House bill would end Ga. Power’s surcharges on Vogtle nukes

[private]Legislation introduced in the Georgia House (HB 931) would terminate the “Construction Work in Progress” surcharge (CWIP) on the Plant Vogtle nuclear project that Georgia Power has been collecting from customers for more than five years.

The bill by Rep. Karla Drenner (D-Avondale Estates), if enacted, would cut off a guaranteed revenue stream that has brought nearly $1.7 billion into Georgia Power’s corporate coffers.

“Today’s Georgia Power customers stand to pay $1.4 billion more to finance Vogtle construction over the next few years due to major construction delays,” Drenner said. “Because half of the tariff collected is the company’s return on equity, Georgia Power actually stands to profit off the delays. This legislation rights that wrong.”

HB 931 would not allow Georgia Power to collect the tariff after it should have ended in March 2017.

“House Bill 931 would protect current Georgia Power customers from bearing most of the burden of Vogtle cost overruns,” said Liz Coyle, executive director of the consumer advocacy group Georgia Watch.

“The recovery of financing costs during construction is saving our customers money by preserving the company’s credit ratings and lowering borrowing costs, and helps us avoid ‘rate shock’ at the end of the project.” Georgia Power spokesman Jacob Hawkins said.

“We do not support a change in law, or any proposal or effort, which will unnecessarily raise rates for our customers,” Hawkins said. “House Bill 931 recognizes the capital investment we are making in the Vogtle expansion and that customers today are benefitting from past investments, just as future customers will benefit from the investments we make today.”

Drenner’s proposal has also been under consideration at the Public Service Commission (PSC), which oversees the money Georgia Power spends on the Vogtle project.

Commissioner Lauren “Bubba” McDonald said last week he will bring up the topic of a CWIP termination at the commission’s next energy committee meeting.

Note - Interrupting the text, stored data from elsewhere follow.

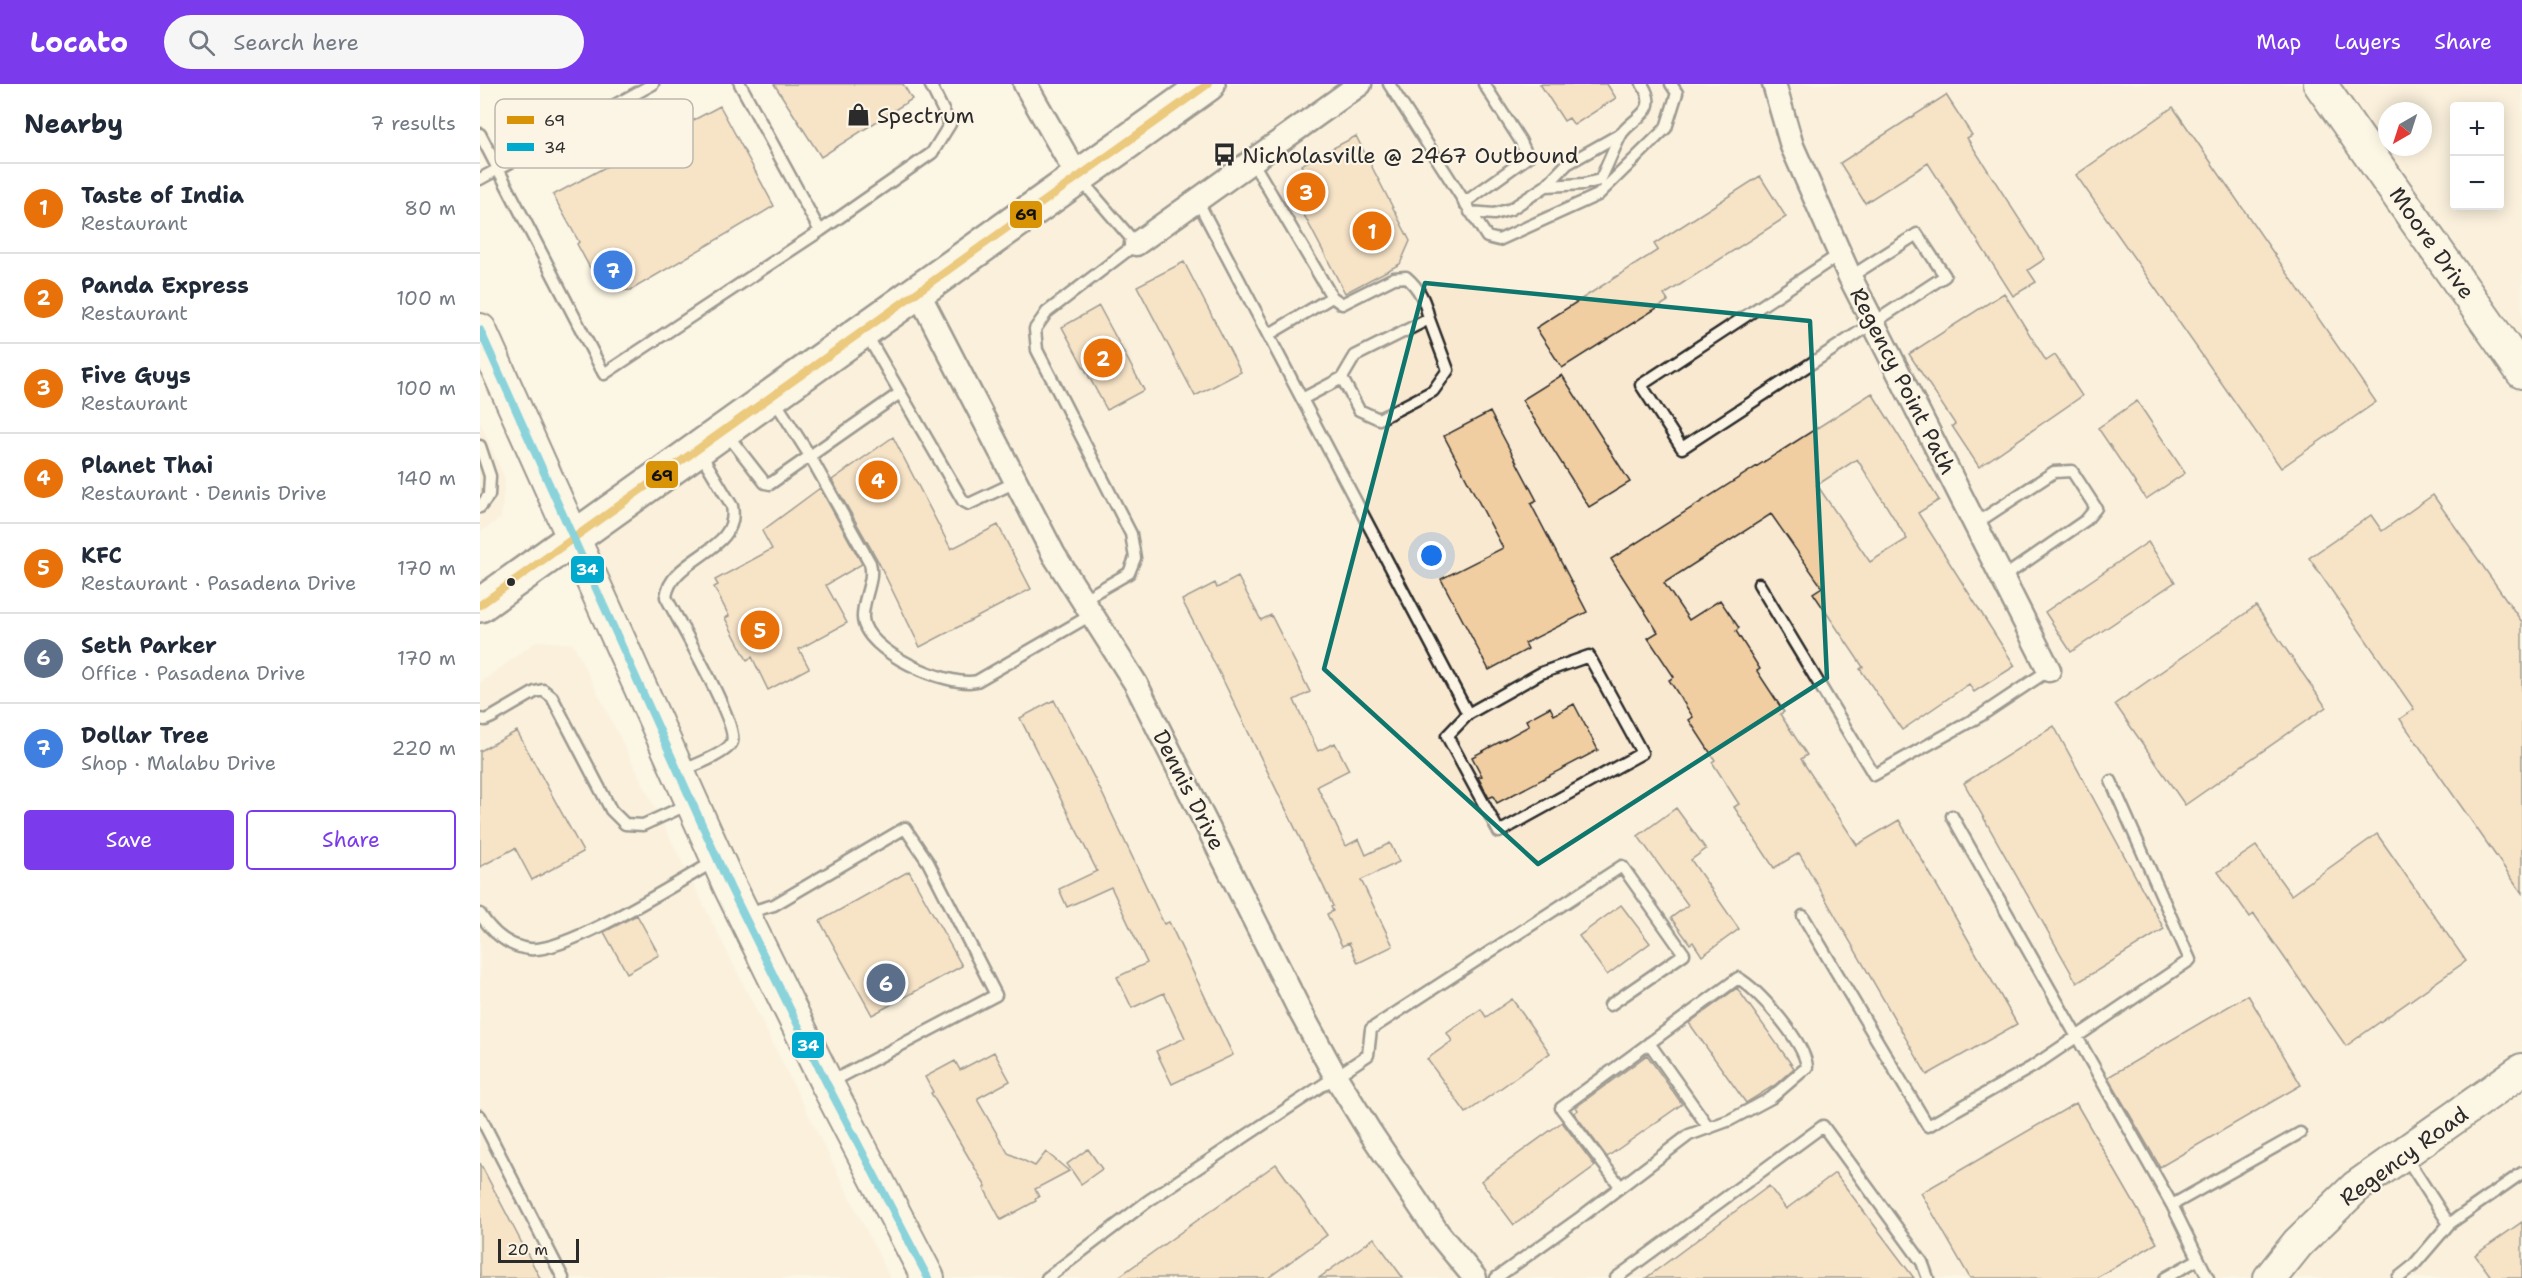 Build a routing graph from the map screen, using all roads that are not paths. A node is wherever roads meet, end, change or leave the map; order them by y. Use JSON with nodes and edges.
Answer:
{"nodes":[{"id":1,"x":653,"y":84,"type":"edge"},
{"id":2,"x":740,"y":84,"type":"edge"},
{"id":3,"x":930,"y":84,"type":"edge"},
{"id":4,"x":1208,"y":84,"type":"edge"},
{"id":5,"x":1360,"y":84,"type":"edge"},
{"id":6,"x":1389,"y":84,"type":"edge"},
{"id":7,"x":1484,"y":84,"type":"edge"},
{"id":8,"x":1642,"y":84,"type":"edge"},
{"id":9,"x":1671,"y":84,"type":"edge"},
{"id":10,"x":1774,"y":84,"type":"edge"},
{"id":11,"x":2320,"y":84,"type":"edge"},
{"id":12,"x":1028,"y":85,"type":"edge"},
{"id":13,"x":626,"y":99,"type":"edge"},
{"id":14,"x":480,"y":134,"type":"edge"},
{"id":15,"x":1622,"y":134,"type":"junction"},
{"id":16,"x":1252,"y":161,"type":"junction"},
{"id":17,"x":495,"y":164,"type":"edge"},
{"id":18,"x":502,"y":168,"type":"edge"},
{"id":19,"x":498,"y":170,"type":"junction"},
{"id":20,"x":1078,"y":177,"type":"junction"},
{"id":21,"x":480,"y":179,"type":"edge"},
{"id":22,"x":1546,"y":186,"type":"junction"},
{"id":23,"x":1197,"y":200,"type":"junction"},
{"id":24,"x":1467,"y":207,"type":"junction"},
{"id":25,"x":820,"y":231,"type":"junction"},
{"id":26,"x":1136,"y":244,"type":"junction"},
{"id":27,"x":1840,"y":254,"type":"junction"},
{"id":28,"x":1850,"y":277,"type":"junction"},
{"id":29,"x":918,"y":292,"type":"junction"},
{"id":30,"x":1332,"y":297,"type":"junction"},
{"id":31,"x":1429,"y":319,"type":"junction"},
{"id":32,"x":1873,"y":323,"type":"junction"},
{"id":33,"x":865,"y":332,"type":"junction"},
{"id":34,"x":1268,"y":335,"type":"junction"},
{"id":35,"x":482,"y":340,"type":"edge"},
{"id":36,"x":2522,"y":372,"type":"edge"},
{"id":37,"x":1342,"y":378,"type":"junction"},
{"id":38,"x":900,"y":393,"type":"junction"},
{"id":39,"x":772,"y":397,"type":"junction"},
{"id":40,"x":1302,"y":399,"type":"junction"},
{"id":41,"x":711,"y":440,"type":"junction"},
{"id":42,"x":480,"y":446,"type":"edge"},
{"id":43,"x":810,"y":456,"type":"junction"},
{"id":44,"x":1016,"y":482,"type":"junction"},
{"id":45,"x":480,"y":507,"type":"edge"},
{"id":46,"x":1975,"y":524,"type":"junction"},
{"id":47,"x":573,"y":539,"type":"junction"},
{"id":48,"x":2002,"y":578,"type":"junction"},
{"id":49,"x":1759,"y":584,"type":"dead end"},
{"id":50,"x":480,"y":605,"type":"edge"},
{"id":51,"x":1086,"y":608,"type":"junction"},
{"id":52,"x":2049,"y":670,"type":"joint"},
{"id":53,"x":1468,"y":714,"type":"junction"},
{"id":54,"x":480,"y":718,"type":"edge"},
{"id":55,"x":678,"y":772,"type":"junction"},
{"id":56,"x":2111,"y":781,"type":"dead end"},
{"id":57,"x":692,"y":803,"type":"junction"},
{"id":58,"x":1952,"y":816,"type":"dead end"},
{"id":59,"x":718,"y":860,"type":"junction"},
{"id":60,"x":480,"y":914,"type":"edge"},
{"id":61,"x":743,"y":914,"type":"junction"},
{"id":62,"x":1803,"y":915,"type":"dead end"},
{"id":63,"x":1610,"y":1005,"type":"dead end"},
{"id":64,"x":2076,"y":1037,"type":"junction"},
{"id":65,"x":1649,"y":1043,"type":"junction"},
{"id":66,"x":2522,"y":1070,"type":"edge"},
{"id":67,"x":1336,"y":1077,"type":"junction"},
{"id":68,"x":827,"y":1084,"type":"junction"},
{"id":69,"x":480,"y":1116,"type":"edge"},
{"id":70,"x":1709,"y":1128,"type":"junction"},
{"id":71,"x":2300,"y":1133,"type":"dead end"},
{"id":72,"x":2404,"y":1153,"type":"junction"},
{"id":73,"x":2522,"y":1173,"type":"edge"},
{"id":74,"x":1620,"y":1186,"type":"junction"},
{"id":75,"x":2172,"y":1205,"type":"junction"},
{"id":76,"x":2449,"y":1224,"type":"junction"},
{"id":77,"x":2197,"y":1260,"type":"junction"},
{"id":78,"x":1467,"y":1275,"type":"edge"},
{"id":79,"x":1619,"y":1277,"type":"edge"},
{"id":80,"x":563,"y":1278,"type":"edge"},
{"id":81,"x":928,"y":1278,"type":"edge"},
{"id":82,"x":1047,"y":1278,"type":"edge"},
{"id":83,"x":1496,"y":1278,"type":"edge"},
{"id":84,"x":1928,"y":1278,"type":"edge"},
{"id":85,"x":2165,"y":1278,"type":"edge"},
{"id":86,"x":2208,"y":1278,"type":"edge"},
{"id":87,"x":2270,"y":1278,"type":"edge"},
{"id":88,"x":2398,"y":1278,"type":"edge"}],
"edges":[{"from":1,"to":13,"type":"lane"},
{"from":2,"to":25,"type":"lane"},
{"from":3,"to":25,"type":"lane"},
{"from":4,"to":20,"type":"main road"},
{"from":5,"to":16,"type":"street"},
{"from":6,"to":24,"type":"lane"},
{"from":7,"to":24,"type":"lane"},
{"from":8,"to":15,"type":"lane"},
{"from":9,"to":24,"type":"lane"},
{"from":10,"to":27,"type":"street","name":"Regency Point Path"},
{"from":11,"to":36,"type":"street","name":"Moore Drive"},
{"from":12,"to":20,"type":"street"},
{"from":14,"to":17,"type":"lane"},
{"from":15,"to":22,"type":"lane"},
{"from":15,"to":22,"type":"lane"},
{"from":16,"to":23,"type":"street"},
{"from":16,"to":30,"type":"lane"},
{"from":18,"to":19,"type":"lane"},
{"from":19,"to":21,"type":"lane"},
{"from":19,"to":25,"type":"lane"},
{"from":20,"to":26,"type":"lane"},
{"from":20,"to":29,"type":"main road"},
{"from":22,"to":24,"type":"lane"},
{"from":23,"to":26,"type":"street"},
{"from":23,"to":34,"type":"lane"},
{"from":26,"to":51,"type":"lane"},
{"from":27,"to":28,"type":"street","name":"Regency Point Path"},
{"from":27,"to":32,"type":"lane"},
{"from":28,"to":32,"type":"street","name":"Regency Point Path"},
{"from":28,"to":32,"type":"lane"},
{"from":29,"to":33,"type":"main road"},
{"from":29,"to":44,"type":"street","name":"Dennis Drive"},
{"from":30,"to":31,"type":"lane"},
{"from":30,"to":34,"type":"lane"},
{"from":31,"to":37,"type":"lane"},
{"from":31,"to":37,"type":"lane"},
{"from":32,"to":46,"type":"street","name":"Regency Point Path"},
{"from":33,"to":38,"type":"lane"},
{"from":33,"to":39,"type":"main road"},
{"from":34,"to":40,"type":"lane"},
{"from":35,"to":47,"type":"street"},
{"from":37,"to":40,"type":"lane"},
{"from":38,"to":43,"type":"lane"},
{"from":38,"to":44,"type":"lane"},
{"from":39,"to":41,"type":"main road"},
{"from":39,"to":43,"type":"lane"},
{"from":40,"to":53,"type":"lane"},
{"from":41,"to":43,"type":"lane"},
{"from":41,"to":47,"type":"main road"},
{"from":41,"to":55,"type":"lane"},
{"from":42,"to":45,"type":"lane"},
{"from":43,"to":51,"type":"lane"},
{"from":44,"to":51,"type":"street","name":"Dennis Drive"},
{"from":46,"to":48,"type":"street","name":"Regency Point Path"},
{"from":46,"to":48,"type":"lane"},
{"from":47,"to":50,"type":"main road"},
{"from":47,"to":55,"type":"street"},
{"from":48,"to":52,"type":"street","name":"Regency Point Path"},
{"from":49,"to":52,"type":"lane"},
{"from":51,"to":67,"type":"street","name":"Dennis Drive"},
{"from":53,"to":53,"type":"lane"},
{"from":54,"to":57,"type":"lane"},
{"from":55,"to":57,"type":"street"},
{"from":56,"to":64,"type":"lane"},
{"from":57,"to":59,"type":"street"},
{"from":58,"to":64,"type":"lane"},
{"from":59,"to":60,"type":"lane"},
{"from":59,"to":61,"type":"street"},
{"from":61,"to":68,"type":"street"},
{"from":61,"to":68,"type":"lane"},
{"from":62,"to":64,"type":"lane"},
{"from":63,"to":67,"type":"lane"},
{"from":64,"to":75,"type":"lane"},
{"from":65,"to":70,"type":"lane"},
{"from":65,"to":70,"type":"lane"},
{"from":65,"to":74,"type":"lane"},
{"from":66,"to":72,"type":"street","name":"Regency Road"},
{"from":67,"to":78,"type":"street","name":"Dennis Drive"},
{"from":67,"to":82,"type":"lane"},
{"from":68,"to":81,"type":"street"},
{"from":69,"to":80,"type":"lane"},
{"from":70,"to":74,"type":"lane"},
{"from":71,"to":75,"type":"lane"},
{"from":72,"to":76,"type":"lane"},
{"from":72,"to":87,"type":"street","name":"Regency Road"},
{"from":73,"to":76,"type":"lane"},
{"from":74,"to":83,"type":"lane"},
{"from":75,"to":77,"type":"lane"},
{"from":76,"to":88,"type":"lane"},
{"from":77,"to":85,"type":"lane"},
{"from":77,"to":86,"type":"lane"},
{"from":79,"to":84,"type":"lane"}]}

The PSC originally authorized Georgia Power to collect the CWIP charges in 2009, when the commission gave the go-ahead for Vogtle. Commissioners certified then that Georgia Power’s share of the Vogtle project would be about $6.1 billion — $4.4 billion for construction and $1.7 billion in financing costs.

The utility was allowed to start collecting those financing costs in advance of the completion dates through the monthly fee on customers bills, which first showed up in January 2011.

McDonald noted that when the PSC initially authorized the CWIP fee, the projected start date for the reactors was 2016 for Unit 3 and 2017 for Unit 4. Since then, construction delays have thrown the Vogtle project at least 39 months behind schedule, with the start dates now pushed out to June 2019 and June 2020.

Because Georgia Power has now collected the amount of CWIP revenues originally authorized by the PSC in 2009, McDonald suggested it was time to consider ending the fee.

Connected with the CWIP issue is a move by the PSC to start reviewing all of Georgia Power’s cost overruns on Vogtle – currently estimated at about $1.7 billion – and determined how much can be charged off to customers and how much should be paid off by Georgia Power’s shareholders.

“Nothing is gained by deferring action to a future comission, however, the industry does have something to lose if we do not act,” Commissioner Stan Wise said.

One of Georgia Power’s sister companies, Mississippi Power, is facing similar cost overrun issues with the construction of a “clean coal” power plant in Mississippi’s Kemper Country.

The Kemper plant was originally estimated to cost $2.9 billion, but the cost has now grown to $6.5 billion and the parent company, Southern Co., has absorbed about $2.3 billion of those cost overruns.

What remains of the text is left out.